• What to do:
The word "controls" occurs in some lines of the listing. Copy those lines.

===============

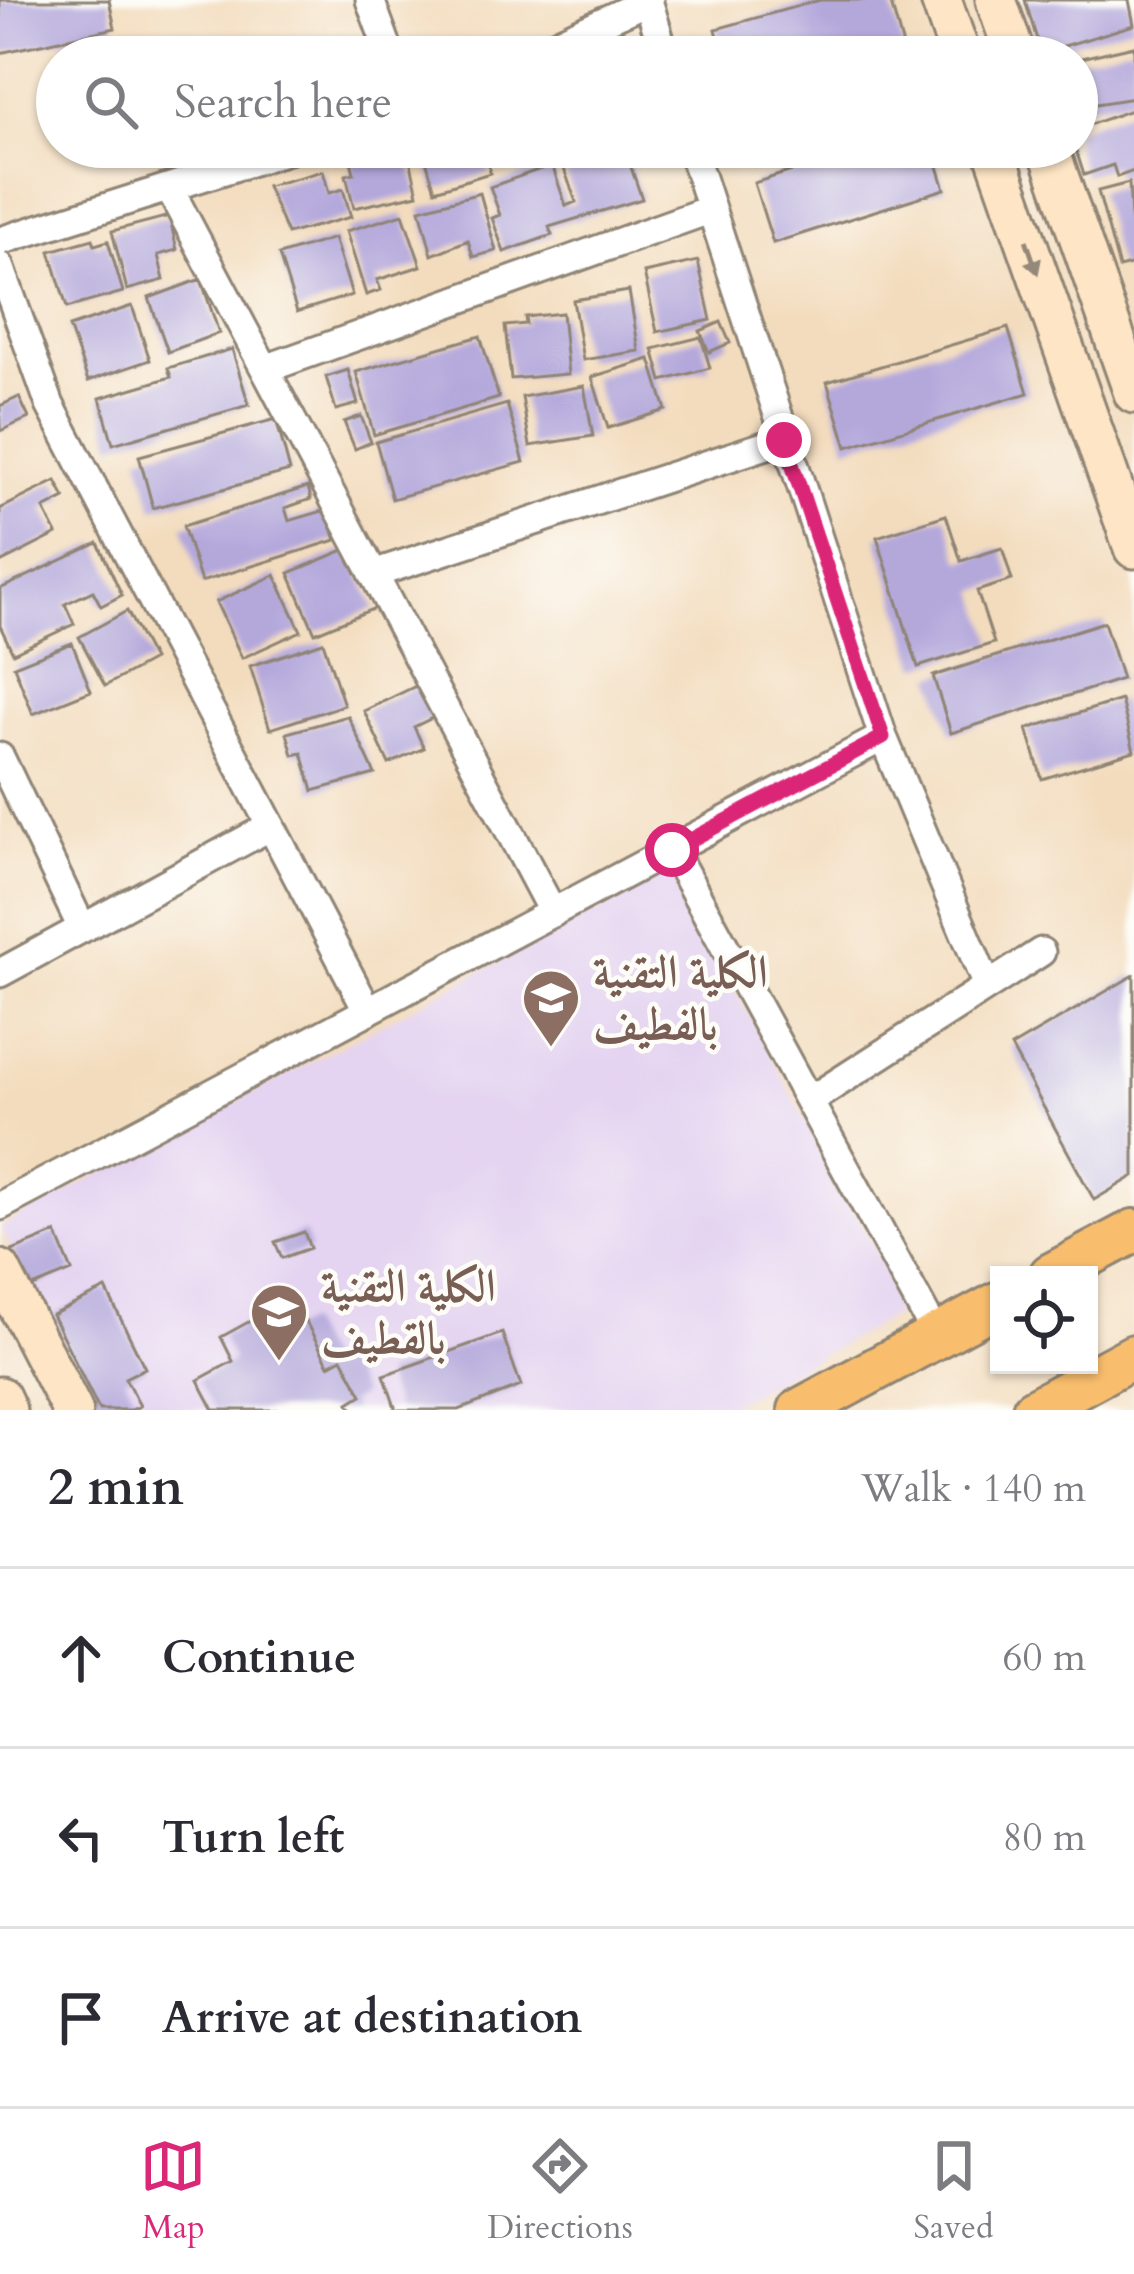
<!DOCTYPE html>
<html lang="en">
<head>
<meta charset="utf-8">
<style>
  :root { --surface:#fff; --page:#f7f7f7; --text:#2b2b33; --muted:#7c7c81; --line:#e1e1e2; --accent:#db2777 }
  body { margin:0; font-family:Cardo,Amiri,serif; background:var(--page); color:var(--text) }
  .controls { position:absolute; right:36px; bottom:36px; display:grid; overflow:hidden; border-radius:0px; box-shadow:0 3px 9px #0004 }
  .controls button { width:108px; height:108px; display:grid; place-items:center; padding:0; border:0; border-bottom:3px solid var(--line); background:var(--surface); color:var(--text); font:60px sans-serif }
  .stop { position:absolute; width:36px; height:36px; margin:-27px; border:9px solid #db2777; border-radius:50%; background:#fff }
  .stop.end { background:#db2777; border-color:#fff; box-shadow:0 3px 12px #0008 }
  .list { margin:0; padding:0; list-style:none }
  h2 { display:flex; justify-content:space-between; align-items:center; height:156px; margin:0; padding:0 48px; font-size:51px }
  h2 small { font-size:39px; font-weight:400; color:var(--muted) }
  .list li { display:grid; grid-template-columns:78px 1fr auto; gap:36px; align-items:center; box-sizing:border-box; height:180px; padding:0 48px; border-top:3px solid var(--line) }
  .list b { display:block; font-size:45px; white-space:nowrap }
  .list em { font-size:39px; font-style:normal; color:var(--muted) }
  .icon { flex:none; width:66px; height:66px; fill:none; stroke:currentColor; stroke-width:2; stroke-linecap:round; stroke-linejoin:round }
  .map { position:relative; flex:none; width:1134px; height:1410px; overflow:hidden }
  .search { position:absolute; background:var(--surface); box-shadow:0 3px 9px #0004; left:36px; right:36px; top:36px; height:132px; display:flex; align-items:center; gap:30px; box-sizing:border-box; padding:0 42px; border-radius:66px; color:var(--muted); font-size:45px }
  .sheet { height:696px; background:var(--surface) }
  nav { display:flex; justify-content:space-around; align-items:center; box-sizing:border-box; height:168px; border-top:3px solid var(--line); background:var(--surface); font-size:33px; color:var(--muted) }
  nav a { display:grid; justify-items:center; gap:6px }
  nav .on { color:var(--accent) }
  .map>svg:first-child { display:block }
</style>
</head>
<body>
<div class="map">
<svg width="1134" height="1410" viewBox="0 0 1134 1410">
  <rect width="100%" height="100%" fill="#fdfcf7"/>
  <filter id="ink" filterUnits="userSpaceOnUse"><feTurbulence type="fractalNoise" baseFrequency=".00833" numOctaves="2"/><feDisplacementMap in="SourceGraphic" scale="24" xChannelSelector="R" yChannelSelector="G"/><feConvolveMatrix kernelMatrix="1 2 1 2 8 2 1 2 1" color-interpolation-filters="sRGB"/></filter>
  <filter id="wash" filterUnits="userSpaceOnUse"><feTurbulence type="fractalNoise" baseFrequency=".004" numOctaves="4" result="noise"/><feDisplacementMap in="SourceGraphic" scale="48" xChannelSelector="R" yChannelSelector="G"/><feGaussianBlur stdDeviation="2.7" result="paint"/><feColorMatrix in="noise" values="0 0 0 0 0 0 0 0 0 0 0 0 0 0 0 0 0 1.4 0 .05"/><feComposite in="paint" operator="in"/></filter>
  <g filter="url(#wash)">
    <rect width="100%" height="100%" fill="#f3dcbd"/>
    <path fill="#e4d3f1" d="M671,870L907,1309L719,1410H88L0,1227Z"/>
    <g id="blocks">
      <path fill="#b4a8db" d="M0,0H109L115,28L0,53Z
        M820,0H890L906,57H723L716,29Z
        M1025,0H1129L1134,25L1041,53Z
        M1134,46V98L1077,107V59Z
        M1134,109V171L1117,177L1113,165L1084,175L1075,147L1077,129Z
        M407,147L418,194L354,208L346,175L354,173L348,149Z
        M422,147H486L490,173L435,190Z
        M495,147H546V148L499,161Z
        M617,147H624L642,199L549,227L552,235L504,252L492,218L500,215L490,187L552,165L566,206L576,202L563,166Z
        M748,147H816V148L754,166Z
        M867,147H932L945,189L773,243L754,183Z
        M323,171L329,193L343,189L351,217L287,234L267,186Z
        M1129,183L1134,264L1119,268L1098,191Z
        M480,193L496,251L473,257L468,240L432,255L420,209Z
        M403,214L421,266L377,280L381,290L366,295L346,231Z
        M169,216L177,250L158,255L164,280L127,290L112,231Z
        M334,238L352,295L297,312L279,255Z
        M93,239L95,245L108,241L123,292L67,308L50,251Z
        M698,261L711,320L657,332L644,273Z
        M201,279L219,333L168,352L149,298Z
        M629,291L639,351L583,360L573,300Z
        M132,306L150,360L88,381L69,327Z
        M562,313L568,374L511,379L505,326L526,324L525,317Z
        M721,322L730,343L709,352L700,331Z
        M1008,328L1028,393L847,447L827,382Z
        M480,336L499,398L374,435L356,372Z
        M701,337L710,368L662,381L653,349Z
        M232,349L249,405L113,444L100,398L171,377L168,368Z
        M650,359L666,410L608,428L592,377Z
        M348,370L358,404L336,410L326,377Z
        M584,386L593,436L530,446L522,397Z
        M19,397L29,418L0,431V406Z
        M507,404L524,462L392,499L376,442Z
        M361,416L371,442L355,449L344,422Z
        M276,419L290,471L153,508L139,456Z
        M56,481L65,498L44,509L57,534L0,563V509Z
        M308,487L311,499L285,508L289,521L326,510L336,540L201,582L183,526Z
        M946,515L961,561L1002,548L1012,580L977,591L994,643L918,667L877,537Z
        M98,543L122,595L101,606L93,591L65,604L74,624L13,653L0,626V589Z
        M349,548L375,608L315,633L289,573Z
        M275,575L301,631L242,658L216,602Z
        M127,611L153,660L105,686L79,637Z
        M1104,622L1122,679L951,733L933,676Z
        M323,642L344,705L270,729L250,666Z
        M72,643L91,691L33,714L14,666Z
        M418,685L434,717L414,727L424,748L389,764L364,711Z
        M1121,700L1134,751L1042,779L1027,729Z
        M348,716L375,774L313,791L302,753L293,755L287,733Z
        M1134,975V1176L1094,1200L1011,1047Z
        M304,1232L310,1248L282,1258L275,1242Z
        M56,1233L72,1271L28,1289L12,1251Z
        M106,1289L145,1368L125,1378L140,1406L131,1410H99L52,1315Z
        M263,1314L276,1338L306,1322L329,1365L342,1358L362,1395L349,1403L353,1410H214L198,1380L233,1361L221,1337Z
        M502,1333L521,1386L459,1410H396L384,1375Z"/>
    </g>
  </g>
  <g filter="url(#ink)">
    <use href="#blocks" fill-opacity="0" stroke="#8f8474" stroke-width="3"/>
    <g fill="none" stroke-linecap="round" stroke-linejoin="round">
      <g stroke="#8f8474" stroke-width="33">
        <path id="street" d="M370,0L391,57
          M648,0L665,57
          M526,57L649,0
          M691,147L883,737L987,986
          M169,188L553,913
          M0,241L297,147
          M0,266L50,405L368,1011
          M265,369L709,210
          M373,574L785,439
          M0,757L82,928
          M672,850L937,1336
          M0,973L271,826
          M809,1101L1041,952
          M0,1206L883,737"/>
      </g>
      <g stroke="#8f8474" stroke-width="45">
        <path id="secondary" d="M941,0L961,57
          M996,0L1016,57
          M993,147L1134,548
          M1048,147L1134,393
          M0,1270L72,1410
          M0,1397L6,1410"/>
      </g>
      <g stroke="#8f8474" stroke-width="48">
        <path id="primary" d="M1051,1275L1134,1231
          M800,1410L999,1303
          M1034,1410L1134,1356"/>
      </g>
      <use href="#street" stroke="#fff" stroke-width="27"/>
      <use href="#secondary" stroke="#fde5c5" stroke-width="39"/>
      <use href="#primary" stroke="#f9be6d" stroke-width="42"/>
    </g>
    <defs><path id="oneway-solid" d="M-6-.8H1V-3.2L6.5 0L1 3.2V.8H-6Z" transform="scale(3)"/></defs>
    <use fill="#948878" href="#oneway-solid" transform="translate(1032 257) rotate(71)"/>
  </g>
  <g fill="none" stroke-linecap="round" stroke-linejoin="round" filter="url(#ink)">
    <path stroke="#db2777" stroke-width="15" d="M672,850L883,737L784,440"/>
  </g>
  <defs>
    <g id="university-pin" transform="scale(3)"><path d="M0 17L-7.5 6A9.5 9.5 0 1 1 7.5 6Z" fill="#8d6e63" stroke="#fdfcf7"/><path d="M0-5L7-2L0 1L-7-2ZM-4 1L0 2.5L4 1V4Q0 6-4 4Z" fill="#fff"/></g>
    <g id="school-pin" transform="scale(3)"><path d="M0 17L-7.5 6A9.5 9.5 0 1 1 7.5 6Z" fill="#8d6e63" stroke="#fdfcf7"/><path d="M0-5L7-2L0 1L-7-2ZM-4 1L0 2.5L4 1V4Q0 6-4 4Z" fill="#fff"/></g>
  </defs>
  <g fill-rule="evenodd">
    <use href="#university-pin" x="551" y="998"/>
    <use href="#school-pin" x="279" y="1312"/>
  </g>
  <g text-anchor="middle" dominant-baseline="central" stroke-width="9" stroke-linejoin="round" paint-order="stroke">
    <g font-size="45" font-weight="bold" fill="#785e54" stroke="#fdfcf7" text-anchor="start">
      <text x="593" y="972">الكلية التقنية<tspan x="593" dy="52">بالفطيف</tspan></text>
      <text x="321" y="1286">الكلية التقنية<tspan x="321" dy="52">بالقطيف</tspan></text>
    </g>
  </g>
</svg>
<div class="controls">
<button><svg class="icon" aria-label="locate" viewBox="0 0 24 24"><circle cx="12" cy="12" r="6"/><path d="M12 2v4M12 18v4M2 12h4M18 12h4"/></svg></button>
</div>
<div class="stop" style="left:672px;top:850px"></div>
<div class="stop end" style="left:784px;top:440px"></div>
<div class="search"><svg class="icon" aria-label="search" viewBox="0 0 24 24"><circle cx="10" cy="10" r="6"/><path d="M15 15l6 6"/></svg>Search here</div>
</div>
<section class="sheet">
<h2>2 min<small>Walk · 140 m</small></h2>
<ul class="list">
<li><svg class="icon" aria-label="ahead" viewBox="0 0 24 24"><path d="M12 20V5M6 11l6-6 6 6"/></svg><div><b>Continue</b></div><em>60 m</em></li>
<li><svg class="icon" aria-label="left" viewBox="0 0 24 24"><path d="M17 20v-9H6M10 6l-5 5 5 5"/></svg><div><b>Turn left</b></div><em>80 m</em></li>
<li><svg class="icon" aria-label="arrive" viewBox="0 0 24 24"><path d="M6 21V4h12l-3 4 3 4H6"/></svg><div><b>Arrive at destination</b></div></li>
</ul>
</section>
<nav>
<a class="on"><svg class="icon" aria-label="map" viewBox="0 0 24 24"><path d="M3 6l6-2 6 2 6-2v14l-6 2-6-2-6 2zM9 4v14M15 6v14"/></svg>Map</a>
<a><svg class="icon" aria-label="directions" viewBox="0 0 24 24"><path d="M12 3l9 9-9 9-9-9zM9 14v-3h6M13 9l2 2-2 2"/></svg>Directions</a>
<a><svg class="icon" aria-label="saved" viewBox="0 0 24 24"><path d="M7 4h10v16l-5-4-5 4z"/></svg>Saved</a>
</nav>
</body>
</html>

===============

• Answer box:
  .controls { position:absolute; right:36px; bottom:36px; display:grid; overflow:hidden; border-radius:0px; box-shadow:0 3px 9px #0004 }
  .controls button { width:108px; height:108px; display:grid; place-items:center; padding:0; border:0; border-bottom:3px solid var(--line); background:var(--surface); color:var(--text); font:60px sans-serif }
<div class="controls">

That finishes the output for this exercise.